## Requirement
Please work out how many lines below contain the word "Drive", and reply with only that number.

## Working data

= = = = = = =

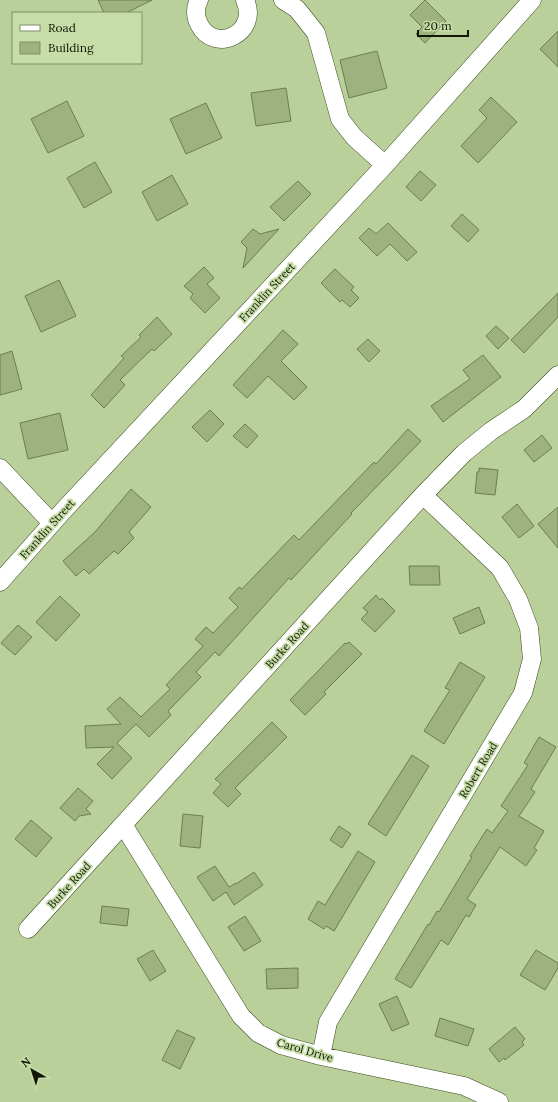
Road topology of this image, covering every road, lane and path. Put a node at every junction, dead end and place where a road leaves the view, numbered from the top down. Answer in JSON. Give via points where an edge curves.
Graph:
{"nodes":[{"id":1,"x":199,"y":0,"type":"edge"},
{"id":2,"x":245,"y":0,"type":"edge"},
{"id":3,"x":283,"y":0,"type":"edge"},
{"id":4,"x":532,"y":0,"type":"edge"},
{"id":5,"x":384,"y":165,"type":"junction"},
{"id":6,"x":558,"y":376,"type":"edge"},
{"id":7,"x":0,"y":468,"type":"edge"},
{"id":8,"x":423,"y":495,"type":"junction"},
{"id":9,"x":52,"y":523,"type":"junction"},
{"id":10,"x":0,"y":582,"type":"edge"},
{"id":11,"x":124,"y":826,"type":"junction"},
{"id":12,"x":28,"y":929,"type":"dead end"},
{"id":13,"x":321,"y":1056,"type":"junction"},
{"id":14,"x":499,"y":1102,"type":"edge"}],
"edges":[{"from":1,"to":2,"type":"street","via":[[197,21],[201,29],[216,39],[234,37],[241,31],[249,15]]},
{"from":3,"to":5,"type":"street","via":[[297,9],[316,33],[340,119],[354,137]]},
{"from":4,"to":5,"type":"street","name":"Franklin Street"},
{"from":5,"to":9,"type":"street","name":"Franklin Street"},
{"from":6,"to":8,"type":"street","name":"Burke Road","via":[[524,409],[464,453]]},
{"from":7,"to":9,"type":"street"},
{"from":8,"to":11,"type":"street","name":"Burke Road"},
{"from":8,"to":13,"type":"street","name":"Robert Road","via":[[500,568],[518,599],[529,628],[532,659],[523,693],[328,1022]]},
{"from":9,"to":10,"type":"street","name":"Franklin Street"},
{"from":11,"to":12,"type":"street","name":"Burke Road"},
{"from":11,"to":13,"type":"street","name":"Carol Drive","via":[[241,1016],[258,1033],[281,1045]]},
{"from":13,"to":14,"type":"street","name":"Carol Drive","via":[[464,1086]]}]}
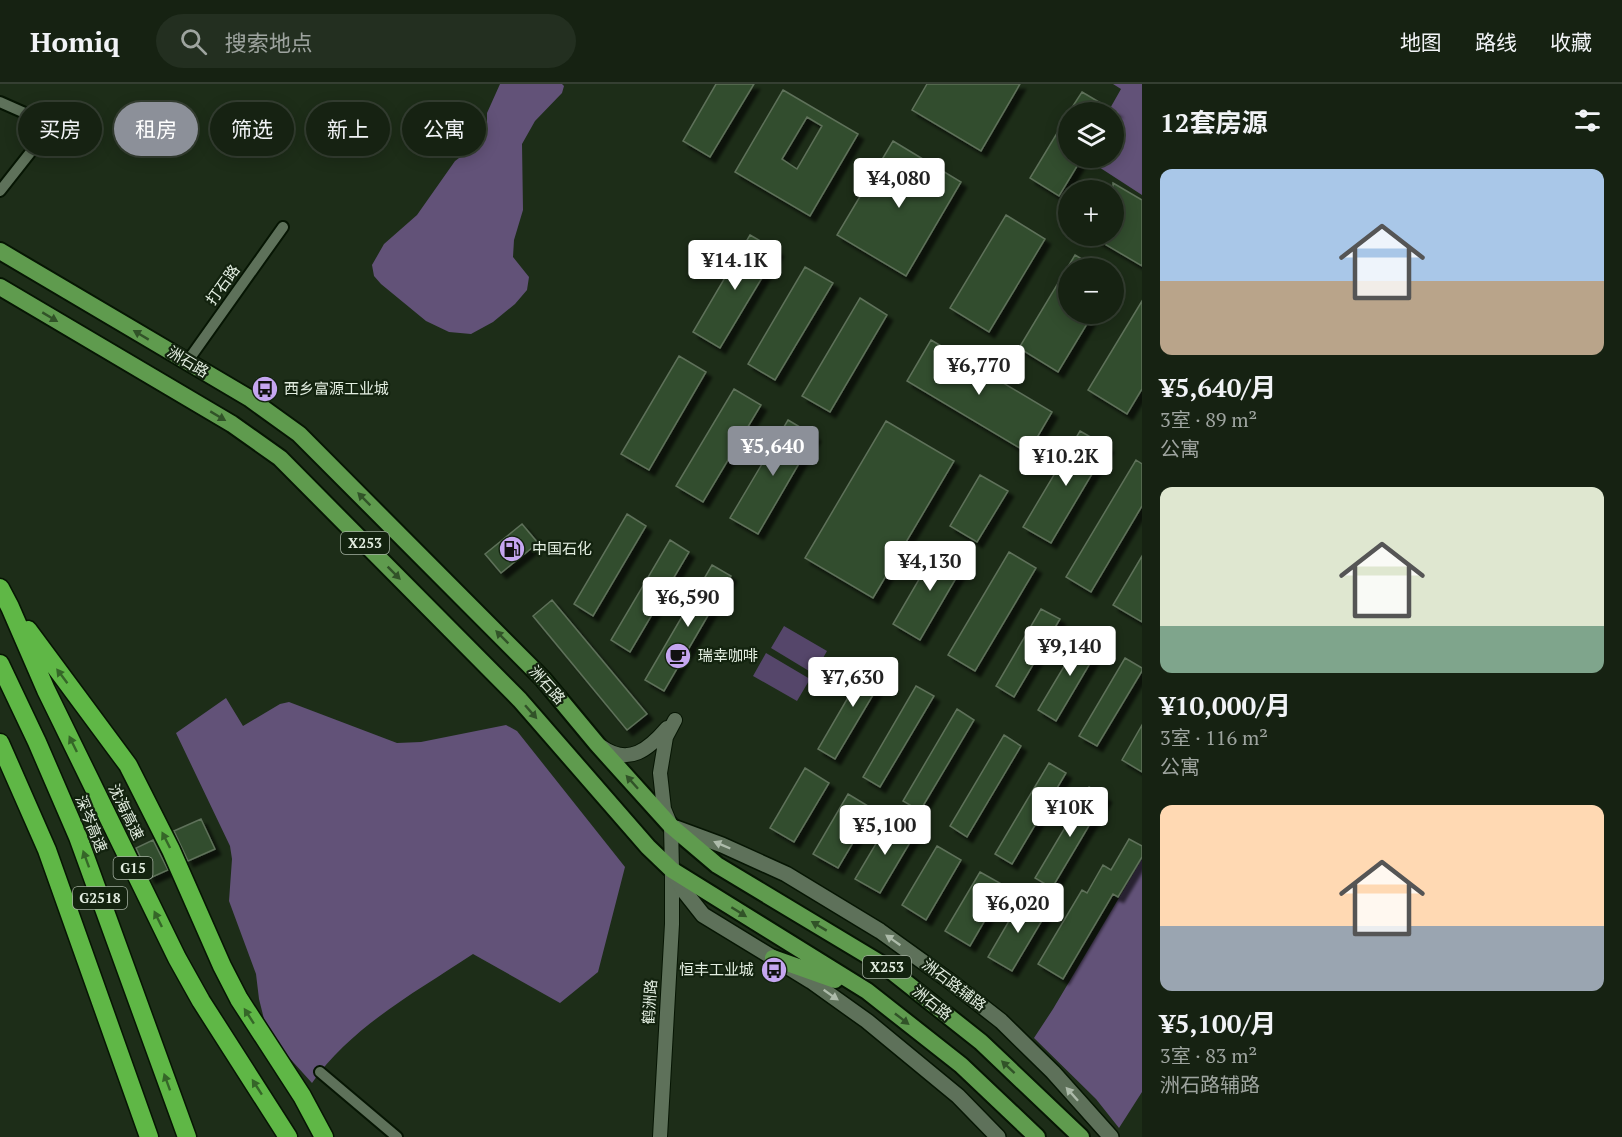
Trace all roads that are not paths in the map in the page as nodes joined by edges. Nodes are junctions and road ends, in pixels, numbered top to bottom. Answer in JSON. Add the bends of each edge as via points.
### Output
{"nodes":[{"id":1,"x":0,"y":102,"type":"edge"},
{"id":2,"x":0,"y":191,"type":"edge"},
{"id":3,"x":283,"y":226,"type":"dead end"},
{"id":4,"x":0,"y":251,"type":"edge"},
{"id":5,"x":0,"y":287,"type":"edge"},
{"id":6,"x":187,"y":362,"type":"junction"},
{"id":7,"x":0,"y":588,"type":"edge"},
{"id":8,"x":10,"y":607,"type":"junction"},
{"id":9,"x":0,"y":664,"type":"edge"},
{"id":10,"x":0,"y":743,"type":"edge"},
{"id":11,"x":597,"y":744,"type":"junction"},
{"id":12,"x":0,"y":772,"type":"edge"},
{"id":13,"x":671,"y":826,"type":"junction"},
{"id":14,"x":672,"y":870,"type":"junction"},
{"id":15,"x":773,"y":958,"type":"junction"},
{"id":16,"x":867,"y":991,"type":"junction"},
{"id":17,"x":320,"y":1072,"type":"dead end"},
{"id":18,"x":143,"y":1137,"type":"edge"},
{"id":19,"x":149,"y":1137,"type":"edge"},
{"id":20,"x":187,"y":1137,"type":"edge"},
{"id":21,"x":288,"y":1137,"type":"edge"},
{"id":22,"x":324,"y":1137,"type":"edge"},
{"id":23,"x":397,"y":1137,"type":"edge"},
{"id":24,"x":660,"y":1137,"type":"edge"},
{"id":25,"x":998,"y":1137,"type":"edge"},
{"id":26,"x":1037,"y":1137,"type":"edge"},
{"id":27,"x":1081,"y":1137,"type":"edge"},
{"id":28,"x":1111,"y":1137,"type":"edge"}],
"edges":[{"from":1,"to":2,"type":"street","via":[[52,125]]},
{"from":3,"to":6,"type":"street","name":"打石路"},
{"from":6,"to":4,"type":"main road","name":"洲石路","number":"X253","one_way":true},
{"from":5,"to":14,"type":"main road","name":"洲石路","number":"X253","one_way":true,"via":[[232,424],[280,458],[520,700]]},
{"from":11,"to":6,"type":"main road","name":"洲石路","number":"X253","one_way":true,"via":[[543,679],[300,434]]},
{"from":7,"to":8,"type":"highway","name":"沈海高速","number":"G15"},
{"from":21,"to":8,"type":"highway","name":"沈海高速","number":"G15","one_way":true,"via":[[177,958],[46,690]]},
{"from":22,"to":8,"type":"highway","one_way":true,"via":[[239,999],[128,765]]},
{"from":20,"to":9,"type":"highway","name":"深岑高速","number":"G2518","one_way":true,"via":[[78,837]]},
{"from":10,"to":19,"type":"highway","via":[[47,850]]},
{"from":13,"to":11,"type":"main road","name":"洲石路","number":"X253","one_way":true},
{"from":11,"to":13,"type":"street","name":"鹤洲路","via":[[615,753],[634,754],[646,749],[675,720],[666,737],[660,773],[664,809]]},
{"from":12,"to":18,"type":"highway","via":[[28,818],[44,858]]},
{"from":13,"to":14,"type":"street","name":"鹤洲路"},
{"from":27,"to":13,"type":"main road","name":"洲石路","number":"X253","one_way":true,"via":[[981,1042],[885,966],[717,866]]},
{"from":28,"to":13,"type":"main road","name":"洲石路辅路","one_way":true,"via":[[1053,1072],[1001,1022],[889,937],[786,874]]},
{"from":14,"to":15,"type":"main road","via":[[703,915]]},
{"from":14,"to":16,"type":"main road","name":"洲石路","number":"X253","one_way":true},
{"from":14,"to":24,"type":"street","name":"鹤洲路"},
{"from":15,"to":16,"type":"main road"},
{"from":15,"to":25,"type":"main road","one_way":true,"via":[[907,1052]]},
{"from":16,"to":26,"type":"main road","name":"洲石路","number":"X253","one_way":true,"via":[[961,1065]]},
{"from":17,"to":23,"type":"street"}]}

= = = = = = =

## Answer to this exercise
2